Sanofi: i massicci investimenti negli Stati Uniti vanno a rotoli in Francia

"L'entità degli investimenti negli Stati Uniti è certamente un cattivo segnale in un momento in cui crediamo e siamo convinti che (...) l'Europa e la Francia siano il posto giusto in cui investire", ha dichiarato il ministro dell'Economia Eric Lombard a BFM Business.
Il gruppo francese ha annunciato mercoledì che intende investire "almeno 20 miliardi di dollari negli Stati Uniti" in cinque anni, destinati a "un aumento significativo della spesa per ricerca e sviluppo" nel Paese e "nella produzione americana".
Sanofi è uno degli ultimi colossi farmaceutici a voler rafforzare la propria presenza lì, rispondendo alle pressioni del Presidente degli Stati Uniti.
"Dato che Trump si sta agitando, Sanofi sta pubblicando i dati", si è infuriato Fabien Mallet, CGT Sanofi Francia, intervistato dall'AFP, prevedendo che "la ricerca si sposterà negli Stati Uniti".
"Investendo massicciamente negli Stati Uniti, il gruppo cerca di posizionarsi come un attore nazionale, il che potrebbe costituire un vantaggio strategico nelle prossime negoziazioni tariffarie", ha dichiarato all'AFP Adrien Chantereine, esperto del settore farmaceutico presso Circle Strategy.
Con le minacce di tariffe sulle importazioni di farmaci, il nuovo governo di Washington ha già costretto altri grandi nomi del settore a cambiare idea: Eli Lilly, Johnson & Johnson, Novartis e Roche si sono detti pronti a lanciare investimenti su larga scala negli Stati Uniti.
"Perdita totale di sovranità"Sanofi, "20 miliardi per gli USA: chi può batterli?", ha ironizzato in una nota il sindacato CGT del gruppo, aggiungendo che "è la Francia che finanzia e l'America che incassa" e che "non si tratta di uno spostamento, ma di una massiccia delocalizzazione della ricerca" negli Stati Uniti.
L'industria farmaceutica, finora risparmiata dal protezionismo, ha dovuto affrontare il cambiamento climatico dopo il ritorno di Donald Trump alla Casa Bianca e le sue minacce di tariffe per accelerare la delocalizzazione della produzione.
Il presidente americano ha annunciato anche l'intenzione di ridurre i prezzi dei farmaci dal 50 all'80%. Questa misura avrebbe avuto ripercussioni sui margini di profitto dei produttori, ma "ciò non ha impedito a Sanofi di effettuare un investimento così massiccio in così poco tempo" oltreoceano, ha affermato Adil Bensetra della CFDT (Confederazione dei sindacati francesi).
Con la loro scelta strategica incentrata sul mercato americano, i laboratori "non hanno nemmeno dato il tempo agli europei di trovare una soluzione alternativa", ha affermato indignato il rappresentante sindacale, temendo "una perdita totale della nostra sovranità sanitaria entro 4-6 anni".
Ad aprile, approfittando delle minacce latenti di Donald Trump, i leader di una trentina di colossi farmaceutici hanno scritto alla Commissione europea per chiedere un quadro più favorevole per i prezzi e la tassazione dei farmaci.
Per Sanofi, il "riequilibrio geografico sembra coerente" al signor Chantereine, dato che realizza metà del suo fatturato negli Stati Uniti e lì realizza il 25% della sua produzione.
Di recente il gruppo ha venduto anche metà della sua controllata specializzata in prodotti da banco, tra cui il Doliprane, al fondo di investimento americano CD&R.
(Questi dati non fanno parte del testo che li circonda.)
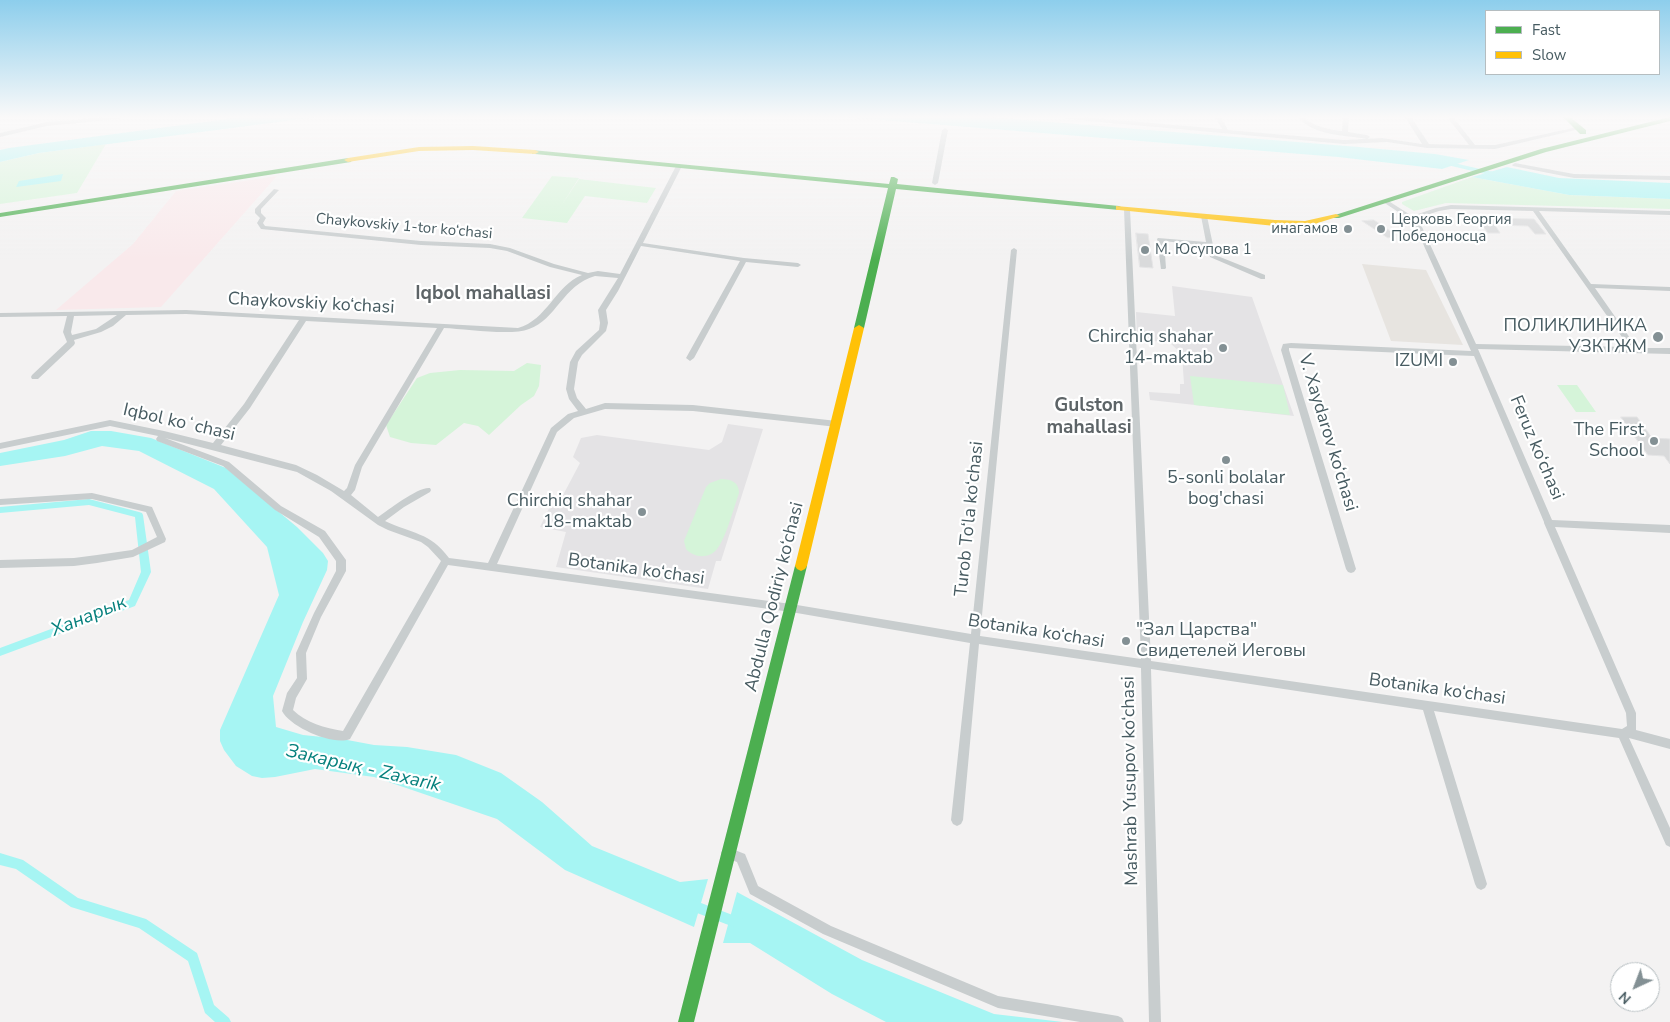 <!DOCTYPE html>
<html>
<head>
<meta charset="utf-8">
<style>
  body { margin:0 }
  #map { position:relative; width:1670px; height:1022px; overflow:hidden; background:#f3f2f2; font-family:"Nunito Sans",sans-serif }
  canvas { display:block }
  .legend { position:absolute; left:1485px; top:10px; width:175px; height:65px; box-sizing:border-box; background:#fff; border:1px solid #b5bdc0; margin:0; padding:6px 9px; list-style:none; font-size:15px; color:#475b61 }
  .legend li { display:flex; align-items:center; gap:10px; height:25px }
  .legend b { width:25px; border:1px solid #b5bdc0 }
  .north { position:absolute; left:1610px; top:962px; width:50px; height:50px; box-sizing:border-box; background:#fff; border:1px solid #b5bdc0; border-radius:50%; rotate:223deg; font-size:14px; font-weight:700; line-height:20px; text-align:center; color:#475b61 }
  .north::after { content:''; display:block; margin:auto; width:18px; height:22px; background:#839094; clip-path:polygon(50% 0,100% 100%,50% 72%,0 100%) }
</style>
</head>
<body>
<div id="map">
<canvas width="1670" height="1022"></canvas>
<ul class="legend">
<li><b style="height:6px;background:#4caf50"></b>Fast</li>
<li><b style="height:6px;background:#ffc107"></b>Slow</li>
</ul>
<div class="north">N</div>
</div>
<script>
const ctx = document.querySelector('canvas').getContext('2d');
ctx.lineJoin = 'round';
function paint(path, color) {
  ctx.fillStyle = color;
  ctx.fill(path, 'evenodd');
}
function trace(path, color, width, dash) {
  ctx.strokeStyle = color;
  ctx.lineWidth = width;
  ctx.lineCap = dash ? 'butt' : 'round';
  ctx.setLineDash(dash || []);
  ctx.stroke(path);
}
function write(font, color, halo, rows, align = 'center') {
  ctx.font = font + ' "Nunito Sans",sans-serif';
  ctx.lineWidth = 4.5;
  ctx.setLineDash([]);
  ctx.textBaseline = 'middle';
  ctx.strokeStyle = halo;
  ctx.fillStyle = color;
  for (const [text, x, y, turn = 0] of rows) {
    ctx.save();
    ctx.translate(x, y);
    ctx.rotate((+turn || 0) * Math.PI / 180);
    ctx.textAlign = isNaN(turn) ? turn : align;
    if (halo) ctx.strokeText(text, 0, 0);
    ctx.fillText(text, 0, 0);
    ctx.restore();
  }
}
const commercial = new Path2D(`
  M1362,264L1426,270L1463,345L1391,341Z`);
const education = new Path2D(`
  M1172,286L1252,297L1294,416L1150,400L1149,392L1180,394V384H1184L1182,354L1170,343L1137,339L1136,312L1175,316Z
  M728,424L763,429L721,561H716L708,589L556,567L566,532L540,527L555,496L562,497L580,463L573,457L581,438L597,435L709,450L722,442Z`);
const medical = new Path2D(`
  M277,176L161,307L56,310L133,244L176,191Z`);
const green = new Path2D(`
  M106,144L77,193L0,204V162L39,153Z
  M552,176L579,178L561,206L579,179L656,188L647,203L585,196L567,223L522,218Z
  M1472,177L1569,195L1670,199V209L1446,203L1414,211L1402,204V202Z
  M527,363L541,365L539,386L534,396L521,405L489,435L478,426L464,423L436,445L411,443L390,437L386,425L417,378L430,373L460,370L514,371Z
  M1190,376L1283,385L1290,415L1194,405Z
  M1557,385H1577L1596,412H1576Z
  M721,479C731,479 739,482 739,493C734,507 726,538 717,549C709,559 694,558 686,549L684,541L706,487L710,483Z`);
const water = new Path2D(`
  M242,117H317L39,153L0,162V150L9,148Z
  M844,117H989L1359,147L1435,154L1469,160L1442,169L1338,157Z
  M1507,167L1559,178L1670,183V199L1569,195L1472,177Z
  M63,174L61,181L16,187L19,181Z
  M91,431H111L151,438L226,468L297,527L323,553L328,561L327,570L303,622L273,696L276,727L303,735L342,739L374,745L407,747L456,755L501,773L542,802L592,846L680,882L708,879L694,927L565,870L497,819L374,777L315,769L275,777L262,778L252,776L236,766L224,750L220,741V730L279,595L267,547L214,489L139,451L102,446L65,456L0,466V453L64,440Z
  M737,892L862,960L994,1014L1063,1022H886L832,994L750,943H723Z`);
const canal = new Path2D(`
  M1445,161L1498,173L1501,175L1498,177L1443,164L1442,163Z
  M89,499L139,512L142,513L143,515L151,572L135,606L0,656V648L129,600L141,572L135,517L89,505L0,513V507Z
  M0,853L23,860L78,898L146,919L197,953L214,1005L229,1018L231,1022H215L205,1013L188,961L139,928L71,907L16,869L0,865Z
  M688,898L743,919L745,923L743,927L739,929L684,908L682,904L684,900Z`);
const building = new Path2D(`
  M1477,218L1534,219L1546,234H1535L1528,226L1495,225L1500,233H1488Z
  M1374,220L1396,235L1388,238L1362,221Z
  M1136,233L1148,234L1153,268L1140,267Z
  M1621,417H1637L1652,438L1670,439V464L1664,456L1648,455Z`);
const street = new Path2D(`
  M106,117H121L118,119L47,126L0,137V133L47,122Z
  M1064,117H1081L1222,129L1215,117H1221L1228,130L1344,140L1382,138L1422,144L1405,117H1411L1429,144L1469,145L1447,117H1453L1475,145H1495L1577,127L1580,129L1495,149L1427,148L1387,142L1344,144L1067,119Z
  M1298,117H1304C1313,127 1329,129 1342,131L1343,117H1349L1348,132L1367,135L1370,137L1367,139C1345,135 1313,136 1298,117Z
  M945,128L948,130L938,183L935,185L932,183L942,130Z
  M1515,163L1574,174L1670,176V180L1574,178L1513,166L1512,165Z
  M679,164L682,166L643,243L744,258L798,263L801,265L798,267L746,262L694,358L690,361L686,358L740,261L641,246L618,291L606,310L608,323L606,331L582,355L578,362L574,389L577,398L586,409L605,403L693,405L837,421L841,424L837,427L693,411L605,409L574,418L557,432L497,564L791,604L971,634L1011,250L1014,248L1017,250L980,636L1141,659L1124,209L1127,207L1130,209L1151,661L1622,729L1627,726L1626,713L1544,523V522L1474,356L1289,348V350L1356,569L1354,572L1351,573L1348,572L1346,569L1281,350L1283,344L1291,343L1471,351L1416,228L1409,219L1383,202V200H1387L1412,216L1436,208L1451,205L1670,211V215L1539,211L1591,284L1670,287V291L1595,288L1637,348H1670V354L1478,349L1552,520L1670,525V533L1555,527L1636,713V730L1670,739V749L1629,738L1670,828V847L1666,845L1619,738L1434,711L1487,884L1485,888L1481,890L1477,888L1475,884L1423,710L1151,669L1161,1022H1149L1141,668L979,644L963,820L961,824L957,826L953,824L951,820L970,643L791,612L448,565L350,739C333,746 290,727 282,711L287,693L297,678L296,653L314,613L336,571V561L319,537L275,510L223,466L157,441L156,439L158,436L110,426L0,449V443L110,420L164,431L213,443L244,404L299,320L186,314L126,315L113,326L101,332L74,340L75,343L74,345L38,379H32L31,377L32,375L67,342L63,332L67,316L0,317V313L186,310L518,328C547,320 555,286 582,275L550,267L507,251L490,248L421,245L261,229L257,223L260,218L255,213V209L274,189L279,190L261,209V213L266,218L263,223L265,226L421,241L490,244L510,248L554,264L588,273L598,271L620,274L676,166ZM1451,209L1533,211L1629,347L1476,344L1422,227L1415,219L1439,211ZM595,276L618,278L598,310L600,323L599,330L576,351L570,362L566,389L569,399L578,411L568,414L551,428L488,563L449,558C430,532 412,534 385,521L404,507L430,492L431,490L430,488C419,486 388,510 378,517L351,495L355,490L362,467L444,328C465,329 512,336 529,329C556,320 563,285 595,276ZM117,315L96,329L72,335L71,332L74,316ZM306,321L437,328L355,465L347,488L344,491L317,475L296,465L221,445L250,408ZM165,438L297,472L331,491L378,525L388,530L421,542L428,547L441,561L343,731C325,728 306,723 293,710L296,698L307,679L306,653L321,617L346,571V560L325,531L281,506L229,462Z
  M1204,214L1207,216L1215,255L1265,275V279H1261L1210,257L1207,246L1164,241L1166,268L1165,269H1161L1157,239L1158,238L1206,242L1201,216Z
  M92,493L152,507L166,539L165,542L133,557L97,563L74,566L0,568V560L74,558L97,555L132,550L157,537L146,512L92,499L0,505V499Z
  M727,847L745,854L758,886L831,926L998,996L1118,1016L1122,1018L1124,1022H1080L998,1008L823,934L750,894L737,862L723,857L721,853L723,849Z`);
const fast = new Path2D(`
  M1563,117H1570L1586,130V134H1580Z
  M1670,117V121L1546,152L1339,218H1333L1332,216L1541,149Z
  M532,150L889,184L891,177H894L898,179L897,184L1119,206L1123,208L1119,210L896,189L864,328L859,331L854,328L888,188L535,154H532Z
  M348,158L352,160L351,162L0,217V213Z
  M801,561L805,563L807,566L694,1022H678L795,566L797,563Z`);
const slow = new Path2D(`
  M473,146L535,150L539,152L535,154L473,150L419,151L348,162L344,160L348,158L419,147Z
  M1116,206L1275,220L1305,221L1336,214L1340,216L1305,227L1275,226L1119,210H1116Z
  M859,325L864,328L807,566L805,569L801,571L797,569L795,566L854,328Z`);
const markers = [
  [1348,229,5,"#839094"],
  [1381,229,5,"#839094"],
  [1145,250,5,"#839094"],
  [1658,337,6,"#839094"],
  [1223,348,5,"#839094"],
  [1453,362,5,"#839094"],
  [1654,441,5,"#839094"],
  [1226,460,5,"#839094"],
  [642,512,5,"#839094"],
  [1126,641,5,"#839094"]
];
const farPoinames = [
  ["Церковь Георгия",1391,220],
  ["Победоносца",1391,237],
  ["инагамов",1338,229,"right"],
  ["М. Юсупова 1",1155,250]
];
const farStreetnames = [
  ["Chaykovskiy 1-tor ko‘chasi",404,227,5]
];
const streetNames = [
  ["Chaykovskiy ko‘chasi",311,304,3],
  ["Iqbol koʻchasi",179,423,13],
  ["V. Xaydarov ko‘chasi",1327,433,73],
  ["Feruz ko‘chasi",1536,448,67],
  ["Turob To‘la ko‘chasi",970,519,-84],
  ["Botanika ko‘chasi",636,570,8],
  ["Abdulla Qodiriy ko‘chasi",775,597,-76],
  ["Botanika ko‘chasi",1036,632,9],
  ["Botanika ko‘chasi",1437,690,8],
  ["Mashrab Yusupov ko‘chasi",1131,781,-91]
];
const poiNames = [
  ["ПОЛИКЛИНИКА",1647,327],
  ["УЗКТЖМ",1647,348],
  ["Chirchiq shahar",1213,338],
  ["14-maktab",1213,359],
  ["IZUMI",1443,362],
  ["The First",1644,431],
  ["School",1644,452],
  ["5-sonli bolalar",1226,479,"center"],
  ["bog'chasi",1226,500,"center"],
  ["Chirchiq shahar",632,502],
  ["18-maktab",632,523],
  ["\"Зал Царства\"",1136,631,"left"],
  ["Свидетелей Иеговы",1136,652,"left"]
];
const neighbourhoodNames = [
  ["Iqbol mahallasi",483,294],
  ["Gulston",1089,406],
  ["mahallasi",1089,428]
];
const waterNames = [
  ["Ханарык",89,617,-22],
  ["Закарық - Zaxarik",363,769,13]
];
paint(commercial, '#e7e4e0');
paint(education, '#e4e3e5');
paint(medical, '#f9e9eb');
paint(green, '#d5f4d9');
paint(water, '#a6f5f3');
paint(canal, '#a6f5f3');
paint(building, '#d9dadb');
trace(building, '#e4e4e5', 1);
paint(street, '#c8cdce');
paint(fast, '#4caf50');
paint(slow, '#ffc107');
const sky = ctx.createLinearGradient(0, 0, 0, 260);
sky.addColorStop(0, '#8dceec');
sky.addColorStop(0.45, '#faf9f9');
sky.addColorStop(1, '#faf9f900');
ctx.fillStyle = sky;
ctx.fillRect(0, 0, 1670, 260);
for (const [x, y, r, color] of markers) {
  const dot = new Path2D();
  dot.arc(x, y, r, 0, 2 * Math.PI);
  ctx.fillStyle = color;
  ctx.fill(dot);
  trace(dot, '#fff', 2);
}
write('15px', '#475b61', '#fff', farPoinames, 'left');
write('15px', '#475b61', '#fff', farStreetnames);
write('18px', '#475b61', '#fff', streetNames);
write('18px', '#475b61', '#fff', poiNames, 'right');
write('bold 19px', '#5d6467', '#fff', neighbourhoodNames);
write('italic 19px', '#06807d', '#fff', waterNames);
</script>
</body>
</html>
In dieci anni ha distrutto migliaia di posti di lavoro con quattro piani di licenziamento. Vende Doliprane agli americani, vuole vendere il sito di Amilly ma prevede di investire 20 miliardi negli Stati Uniti. Cosa sta facendo lo Stato? Niente! ha condannato mercoledì su X il relatore della commissione d'inchiesta del Senato sugli aiuti pubblici alle grandi imprese, il comunista Fabien Gay, ricordando che "in dieci anni Sanofi ha ottenuto più di un miliardo di crediti d'imposta per la ricerca".
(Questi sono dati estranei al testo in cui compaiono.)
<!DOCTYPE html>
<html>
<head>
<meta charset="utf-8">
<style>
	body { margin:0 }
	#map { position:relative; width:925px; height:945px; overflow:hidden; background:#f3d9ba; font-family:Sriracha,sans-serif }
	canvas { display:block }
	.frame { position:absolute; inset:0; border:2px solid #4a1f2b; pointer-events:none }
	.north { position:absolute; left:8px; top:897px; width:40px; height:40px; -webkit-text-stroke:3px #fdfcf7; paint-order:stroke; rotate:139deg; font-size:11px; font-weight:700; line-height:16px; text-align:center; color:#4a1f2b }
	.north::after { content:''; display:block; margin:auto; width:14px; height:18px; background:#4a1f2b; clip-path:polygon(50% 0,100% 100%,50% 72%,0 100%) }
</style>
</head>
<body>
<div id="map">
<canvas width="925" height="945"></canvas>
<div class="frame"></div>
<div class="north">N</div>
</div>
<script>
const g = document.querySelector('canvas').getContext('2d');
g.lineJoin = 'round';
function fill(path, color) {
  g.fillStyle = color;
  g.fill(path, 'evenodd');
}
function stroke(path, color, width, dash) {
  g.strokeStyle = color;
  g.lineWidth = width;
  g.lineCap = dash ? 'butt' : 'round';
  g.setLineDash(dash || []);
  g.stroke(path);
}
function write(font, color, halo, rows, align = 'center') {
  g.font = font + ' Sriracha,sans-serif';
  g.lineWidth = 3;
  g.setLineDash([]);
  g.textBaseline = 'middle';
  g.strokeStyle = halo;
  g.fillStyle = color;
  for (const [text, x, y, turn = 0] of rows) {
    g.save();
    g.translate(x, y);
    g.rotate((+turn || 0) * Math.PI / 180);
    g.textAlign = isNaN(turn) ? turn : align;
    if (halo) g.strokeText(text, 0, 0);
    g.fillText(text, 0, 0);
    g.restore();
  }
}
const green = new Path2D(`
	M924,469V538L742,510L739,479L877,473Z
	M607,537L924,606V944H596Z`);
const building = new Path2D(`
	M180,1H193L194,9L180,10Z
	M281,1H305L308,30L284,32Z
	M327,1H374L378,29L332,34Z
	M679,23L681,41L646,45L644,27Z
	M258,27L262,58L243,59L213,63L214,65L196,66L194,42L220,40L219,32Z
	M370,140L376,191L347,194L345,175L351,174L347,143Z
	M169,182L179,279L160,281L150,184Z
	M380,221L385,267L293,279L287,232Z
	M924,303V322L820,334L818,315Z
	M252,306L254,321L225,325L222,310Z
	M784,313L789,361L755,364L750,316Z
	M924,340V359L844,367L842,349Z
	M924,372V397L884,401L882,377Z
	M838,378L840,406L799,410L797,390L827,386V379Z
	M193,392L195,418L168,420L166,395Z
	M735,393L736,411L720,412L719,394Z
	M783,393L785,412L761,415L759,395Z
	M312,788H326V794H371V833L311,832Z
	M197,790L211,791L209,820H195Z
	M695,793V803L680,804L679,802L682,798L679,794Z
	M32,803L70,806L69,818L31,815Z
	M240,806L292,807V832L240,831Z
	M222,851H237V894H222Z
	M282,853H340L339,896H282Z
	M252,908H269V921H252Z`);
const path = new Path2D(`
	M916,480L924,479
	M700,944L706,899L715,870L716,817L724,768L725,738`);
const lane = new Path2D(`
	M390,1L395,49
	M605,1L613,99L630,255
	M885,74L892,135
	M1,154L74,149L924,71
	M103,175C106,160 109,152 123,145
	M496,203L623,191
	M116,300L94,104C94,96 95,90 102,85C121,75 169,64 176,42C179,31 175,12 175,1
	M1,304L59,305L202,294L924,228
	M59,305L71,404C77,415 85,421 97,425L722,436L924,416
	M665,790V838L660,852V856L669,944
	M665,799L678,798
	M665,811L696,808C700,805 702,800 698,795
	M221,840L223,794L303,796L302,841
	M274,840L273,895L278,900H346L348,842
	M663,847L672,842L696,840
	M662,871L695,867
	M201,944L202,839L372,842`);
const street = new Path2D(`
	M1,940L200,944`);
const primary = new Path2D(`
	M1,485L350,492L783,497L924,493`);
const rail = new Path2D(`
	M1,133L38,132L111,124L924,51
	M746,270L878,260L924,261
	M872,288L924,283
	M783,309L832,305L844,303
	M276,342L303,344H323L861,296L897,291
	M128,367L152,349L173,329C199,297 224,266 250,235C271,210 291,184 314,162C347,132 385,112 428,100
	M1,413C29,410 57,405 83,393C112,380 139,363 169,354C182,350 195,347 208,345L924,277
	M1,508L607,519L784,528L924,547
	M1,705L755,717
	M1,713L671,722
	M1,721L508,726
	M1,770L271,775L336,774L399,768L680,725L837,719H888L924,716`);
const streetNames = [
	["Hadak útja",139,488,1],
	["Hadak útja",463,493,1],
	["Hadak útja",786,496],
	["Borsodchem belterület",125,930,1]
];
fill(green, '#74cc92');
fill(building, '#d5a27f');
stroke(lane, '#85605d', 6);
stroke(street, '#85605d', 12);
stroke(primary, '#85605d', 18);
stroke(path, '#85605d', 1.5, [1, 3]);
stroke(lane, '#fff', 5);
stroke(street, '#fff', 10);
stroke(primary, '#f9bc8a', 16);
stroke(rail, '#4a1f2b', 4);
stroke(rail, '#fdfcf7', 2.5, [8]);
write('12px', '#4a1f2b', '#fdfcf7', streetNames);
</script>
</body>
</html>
Sanofi, che investe ogni anno in Francia più di 2,5 miliardi di euro, ha riconosciuto a questa commissione una riduzione di circa mille posti di lavoro in R&S in Francia in dieci anni, ma ha insistito sull'assenza di licenziamenti.
Sebbene in questa fase non sia stata annunciata alcuna riduzione degli investimenti in Francia, "è plausibile nel medio termine uno spostamento graduale delle priorità verso le aree più strategiche e redditizie", ha stimato Chantereine.